GIVEN RECORDS:
....................
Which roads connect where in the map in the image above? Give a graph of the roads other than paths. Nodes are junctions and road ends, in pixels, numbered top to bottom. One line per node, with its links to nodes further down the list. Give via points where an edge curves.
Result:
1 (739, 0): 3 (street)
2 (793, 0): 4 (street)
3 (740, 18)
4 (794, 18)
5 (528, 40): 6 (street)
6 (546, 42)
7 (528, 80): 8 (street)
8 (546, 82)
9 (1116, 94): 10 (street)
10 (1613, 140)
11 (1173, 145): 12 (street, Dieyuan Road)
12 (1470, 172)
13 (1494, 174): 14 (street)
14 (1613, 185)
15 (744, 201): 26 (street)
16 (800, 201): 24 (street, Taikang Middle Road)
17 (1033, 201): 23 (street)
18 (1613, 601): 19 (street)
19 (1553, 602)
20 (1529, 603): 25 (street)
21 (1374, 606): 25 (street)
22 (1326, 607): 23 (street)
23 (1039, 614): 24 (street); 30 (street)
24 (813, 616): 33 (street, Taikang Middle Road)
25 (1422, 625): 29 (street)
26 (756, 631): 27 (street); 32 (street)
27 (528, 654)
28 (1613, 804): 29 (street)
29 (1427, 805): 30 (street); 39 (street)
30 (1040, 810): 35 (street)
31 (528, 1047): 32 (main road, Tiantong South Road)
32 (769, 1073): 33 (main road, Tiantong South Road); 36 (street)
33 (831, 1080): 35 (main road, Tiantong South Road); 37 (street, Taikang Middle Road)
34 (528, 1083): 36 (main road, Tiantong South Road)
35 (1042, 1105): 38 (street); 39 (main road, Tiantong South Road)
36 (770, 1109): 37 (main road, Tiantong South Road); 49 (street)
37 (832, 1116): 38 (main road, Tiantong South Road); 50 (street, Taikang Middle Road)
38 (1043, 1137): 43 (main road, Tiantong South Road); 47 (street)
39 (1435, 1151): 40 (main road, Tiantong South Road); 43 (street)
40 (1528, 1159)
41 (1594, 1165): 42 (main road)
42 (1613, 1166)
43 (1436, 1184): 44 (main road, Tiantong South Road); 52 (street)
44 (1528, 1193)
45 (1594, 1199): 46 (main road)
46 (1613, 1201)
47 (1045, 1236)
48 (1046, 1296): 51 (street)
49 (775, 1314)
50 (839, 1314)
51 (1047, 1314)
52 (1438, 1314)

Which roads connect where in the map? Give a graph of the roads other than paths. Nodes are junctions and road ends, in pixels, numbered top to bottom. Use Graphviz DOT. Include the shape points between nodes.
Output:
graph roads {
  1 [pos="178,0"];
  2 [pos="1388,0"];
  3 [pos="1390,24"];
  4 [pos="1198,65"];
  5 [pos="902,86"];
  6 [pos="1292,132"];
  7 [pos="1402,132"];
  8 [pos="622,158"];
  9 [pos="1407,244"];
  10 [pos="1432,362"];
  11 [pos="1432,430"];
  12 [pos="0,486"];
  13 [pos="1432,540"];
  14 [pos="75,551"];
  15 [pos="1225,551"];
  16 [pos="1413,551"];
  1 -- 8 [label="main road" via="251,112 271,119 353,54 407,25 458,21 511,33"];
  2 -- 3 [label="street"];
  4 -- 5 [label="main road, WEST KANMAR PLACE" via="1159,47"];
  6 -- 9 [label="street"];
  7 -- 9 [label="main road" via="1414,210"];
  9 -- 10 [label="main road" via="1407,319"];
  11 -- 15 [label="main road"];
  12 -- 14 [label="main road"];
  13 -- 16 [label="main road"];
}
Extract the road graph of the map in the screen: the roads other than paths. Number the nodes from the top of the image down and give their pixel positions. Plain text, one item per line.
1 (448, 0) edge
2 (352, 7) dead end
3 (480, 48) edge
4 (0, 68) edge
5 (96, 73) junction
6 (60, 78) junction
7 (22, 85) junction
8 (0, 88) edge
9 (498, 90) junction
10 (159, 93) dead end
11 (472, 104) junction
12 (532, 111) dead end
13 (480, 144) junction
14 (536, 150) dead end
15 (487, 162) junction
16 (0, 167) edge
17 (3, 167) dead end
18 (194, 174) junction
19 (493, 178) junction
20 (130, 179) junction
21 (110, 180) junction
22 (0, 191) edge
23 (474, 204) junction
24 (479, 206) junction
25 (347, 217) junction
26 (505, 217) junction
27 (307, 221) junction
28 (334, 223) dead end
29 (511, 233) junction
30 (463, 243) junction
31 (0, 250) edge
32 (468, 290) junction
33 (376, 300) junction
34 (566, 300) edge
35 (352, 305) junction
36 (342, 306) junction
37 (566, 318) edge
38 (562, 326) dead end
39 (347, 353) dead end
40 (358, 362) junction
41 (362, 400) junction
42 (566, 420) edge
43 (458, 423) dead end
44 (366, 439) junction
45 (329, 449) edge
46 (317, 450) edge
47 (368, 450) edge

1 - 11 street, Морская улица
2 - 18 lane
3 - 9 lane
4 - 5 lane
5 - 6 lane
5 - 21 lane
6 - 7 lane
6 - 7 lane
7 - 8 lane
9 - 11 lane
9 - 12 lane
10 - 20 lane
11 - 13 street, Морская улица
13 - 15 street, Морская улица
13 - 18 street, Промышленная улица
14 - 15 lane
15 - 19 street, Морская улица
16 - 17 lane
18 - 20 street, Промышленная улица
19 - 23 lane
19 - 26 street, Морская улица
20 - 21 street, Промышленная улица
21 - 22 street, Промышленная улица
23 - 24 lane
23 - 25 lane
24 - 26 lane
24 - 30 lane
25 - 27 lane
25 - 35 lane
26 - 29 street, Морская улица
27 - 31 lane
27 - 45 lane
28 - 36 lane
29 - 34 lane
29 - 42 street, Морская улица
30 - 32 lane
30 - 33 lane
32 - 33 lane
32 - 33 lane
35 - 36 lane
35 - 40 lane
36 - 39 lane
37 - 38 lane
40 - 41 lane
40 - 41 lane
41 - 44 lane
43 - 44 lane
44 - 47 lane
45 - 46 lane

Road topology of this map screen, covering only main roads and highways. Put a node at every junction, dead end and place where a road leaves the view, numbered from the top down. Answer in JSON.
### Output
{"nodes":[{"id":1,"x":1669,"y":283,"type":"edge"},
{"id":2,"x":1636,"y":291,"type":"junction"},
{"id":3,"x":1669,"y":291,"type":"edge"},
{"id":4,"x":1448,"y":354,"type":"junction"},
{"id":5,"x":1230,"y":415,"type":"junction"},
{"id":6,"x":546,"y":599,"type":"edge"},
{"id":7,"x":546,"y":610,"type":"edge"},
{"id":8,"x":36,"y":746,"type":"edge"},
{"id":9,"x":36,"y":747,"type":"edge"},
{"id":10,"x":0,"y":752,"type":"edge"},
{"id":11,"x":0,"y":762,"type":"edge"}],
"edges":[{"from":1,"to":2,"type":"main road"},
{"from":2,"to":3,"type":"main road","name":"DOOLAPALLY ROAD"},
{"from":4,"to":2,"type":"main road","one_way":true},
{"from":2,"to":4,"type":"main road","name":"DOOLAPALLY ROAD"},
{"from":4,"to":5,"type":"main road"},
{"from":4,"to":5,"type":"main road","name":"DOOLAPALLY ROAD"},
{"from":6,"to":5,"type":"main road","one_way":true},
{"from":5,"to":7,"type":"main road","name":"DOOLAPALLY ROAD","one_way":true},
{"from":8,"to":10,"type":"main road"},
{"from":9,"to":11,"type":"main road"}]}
....................
PROBLEM TO WORK ON:
Output the entries exactly.

COMPLETED TASK:
Which roads connect where in the map in the image above? Give a graph of the roads other than paths. Nodes are junctions and road ends, in pixels, numbered top to bottom. One line per node, with its links to nodes further down the list. Give via points where an edge curves.
Result:
1 (739, 0): 3 (street)
2 (793, 0): 4 (street)
3 (740, 18)
4 (794, 18)
5 (528, 40): 6 (street)
6 (546, 42)
7 (528, 80): 8 (street)
8 (546, 82)
9 (1116, 94): 10 (street)
10 (1613, 140)
11 (1173, 145): 12 (street, Dieyuan Road)
12 (1470, 172)
13 (1494, 174): 14 (street)
14 (1613, 185)
15 (744, 201): 26 (street)
16 (800, 201): 24 (street, Taikang Middle Road)
17 (1033, 201): 23 (street)
18 (1613, 601): 19 (street)
19 (1553, 602)
20 (1529, 603): 25 (street)
21 (1374, 606): 25 (street)
22 (1326, 607): 23 (street)
23 (1039, 614): 24 (street); 30 (street)
24 (813, 616): 33 (street, Taikang Middle Road)
25 (1422, 625): 29 (street)
26 (756, 631): 27 (street); 32 (street)
27 (528, 654)
28 (1613, 804): 29 (street)
29 (1427, 805): 30 (street); 39 (street)
30 (1040, 810): 35 (street)
31 (528, 1047): 32 (main road, Tiantong South Road)
32 (769, 1073): 33 (main road, Tiantong South Road); 36 (street)
33 (831, 1080): 35 (main road, Tiantong South Road); 37 (street, Taikang Middle Road)
34 (528, 1083): 36 (main road, Tiantong South Road)
35 (1042, 1105): 38 (street); 39 (main road, Tiantong South Road)
36 (770, 1109): 37 (main road, Tiantong South Road); 49 (street)
37 (832, 1116): 38 (main road, Tiantong South Road); 50 (street, Taikang Middle Road)
38 (1043, 1137): 43 (main road, Tiantong South Road); 47 (street)
39 (1435, 1151): 40 (main road, Tiantong South Road); 43 (street)
40 (1528, 1159)
41 (1594, 1165): 42 (main road)
42 (1613, 1166)
43 (1436, 1184): 44 (main road, Tiantong South Road); 52 (street)
44 (1528, 1193)
45 (1594, 1199): 46 (main road)
46 (1613, 1201)
47 (1045, 1236)
48 (1046, 1296): 51 (street)
49 (775, 1314)
50 (839, 1314)
51 (1047, 1314)
52 (1438, 1314)

Which roads connect where in the map? Give a graph of the roads other than paths. Nodes are junctions and road ends, in pixels, numbered top to bottom. Use Graphviz DOT. Include the shape points between nodes.
Output:
graph roads {
  1 [pos="178,0"];
  2 [pos="1388,0"];
  3 [pos="1390,24"];
  4 [pos="1198,65"];
  5 [pos="902,86"];
  6 [pos="1292,132"];
  7 [pos="1402,132"];
  8 [pos="622,158"];
  9 [pos="1407,244"];
  10 [pos="1432,362"];
  11 [pos="1432,430"];
  12 [pos="0,486"];
  13 [pos="1432,540"];
  14 [pos="75,551"];
  15 [pos="1225,551"];
  16 [pos="1413,551"];
  1 -- 8 [label="main road" via="251,112 271,119 353,54 407,25 458,21 511,33"];
  2 -- 3 [label="street"];
  4 -- 5 [label="main road, WEST KANMAR PLACE" via="1159,47"];
  6 -- 9 [label="street"];
  7 -- 9 [label="main road" via="1414,210"];
  9 -- 10 [label="main road" via="1407,319"];
  11 -- 15 [label="main road"];
  12 -- 14 [label="main road"];
  13 -- 16 [label="main road"];
}
Extract the road graph of the map in the screen: the roads other than paths. Number the nodes from the top of the image down and give their pixel positions. Plain text, one item per line.
1 (448, 0) edge
2 (352, 7) dead end
3 (480, 48) edge
4 (0, 68) edge
5 (96, 73) junction
6 (60, 78) junction
7 (22, 85) junction
8 (0, 88) edge
9 (498, 90) junction
10 (159, 93) dead end
11 (472, 104) junction
12 (532, 111) dead end
13 (480, 144) junction
14 (536, 150) dead end
15 (487, 162) junction
16 (0, 167) edge
17 (3, 167) dead end
18 (194, 174) junction
19 (493, 178) junction
20 (130, 179) junction
21 (110, 180) junction
22 (0, 191) edge
23 (474, 204) junction
24 (479, 206) junction
25 (347, 217) junction
26 (505, 217) junction
27 (307, 221) junction
28 (334, 223) dead end
29 (511, 233) junction
30 (463, 243) junction
31 (0, 250) edge
32 (468, 290) junction
33 (376, 300) junction
34 (566, 300) edge
35 (352, 305) junction
36 (342, 306) junction
37 (566, 318) edge
38 (562, 326) dead end
39 (347, 353) dead end
40 (358, 362) junction
41 (362, 400) junction
42 (566, 420) edge
43 (458, 423) dead end
44 (366, 439) junction
45 (329, 449) edge
46 (317, 450) edge
47 (368, 450) edge

1 - 11 street, Морская улица
2 - 18 lane
3 - 9 lane
4 - 5 lane
5 - 6 lane
5 - 21 lane
6 - 7 lane
6 - 7 lane
7 - 8 lane
9 - 11 lane
9 - 12 lane
10 - 20 lane
11 - 13 street, Морская улица
13 - 15 street, Морская улица
13 - 18 street, Промышленная улица
14 - 15 lane
15 - 19 street, Морская улица
16 - 17 lane
18 - 20 street, Промышленная улица
19 - 23 lane
19 - 26 street, Морская улица
20 - 21 street, Промышленная улица
21 - 22 street, Промышленная улица
23 - 24 lane
23 - 25 lane
24 - 26 lane
24 - 30 lane
25 - 27 lane
25 - 35 lane
26 - 29 street, Морская улица
27 - 31 lane
27 - 45 lane
28 - 36 lane
29 - 34 lane
29 - 42 street, Морская улица
30 - 32 lane
30 - 33 lane
32 - 33 lane
32 - 33 lane
35 - 36 lane
35 - 40 lane
36 - 39 lane
37 - 38 lane
40 - 41 lane
40 - 41 lane
41 - 44 lane
43 - 44 lane
44 - 47 lane
45 - 46 lane

Road topology of this map screen, covering only main roads and highways. Put a node at every junction, dead end and place where a road leaves the view, numbered from the top down. Answer in JSON.
### Output
{"nodes":[{"id":1,"x":1669,"y":283,"type":"edge"},
{"id":2,"x":1636,"y":291,"type":"junction"},
{"id":3,"x":1669,"y":291,"type":"edge"},
{"id":4,"x":1448,"y":354,"type":"junction"},
{"id":5,"x":1230,"y":415,"type":"junction"},
{"id":6,"x":546,"y":599,"type":"edge"},
{"id":7,"x":546,"y":610,"type":"edge"},
{"id":8,"x":36,"y":746,"type":"edge"},
{"id":9,"x":36,"y":747,"type":"edge"},
{"id":10,"x":0,"y":752,"type":"edge"},
{"id":11,"x":0,"y":762,"type":"edge"}],
"edges":[{"from":1,"to":2,"type":"main road"},
{"from":2,"to":3,"type":"main road","name":"DOOLAPALLY ROAD"},
{"from":4,"to":2,"type":"main road","one_way":true},
{"from":2,"to":4,"type":"main road","name":"DOOLAPALLY ROAD"},
{"from":4,"to":5,"type":"main road"},
{"from":4,"to":5,"type":"main road","name":"DOOLAPALLY ROAD"},
{"from":6,"to":5,"type":"main road","one_way":true},
{"from":5,"to":7,"type":"main road","name":"DOOLAPALLY ROAD","one_way":true},
{"from":8,"to":10,"type":"main road"},
{"from":9,"to":11,"type":"main road"}]}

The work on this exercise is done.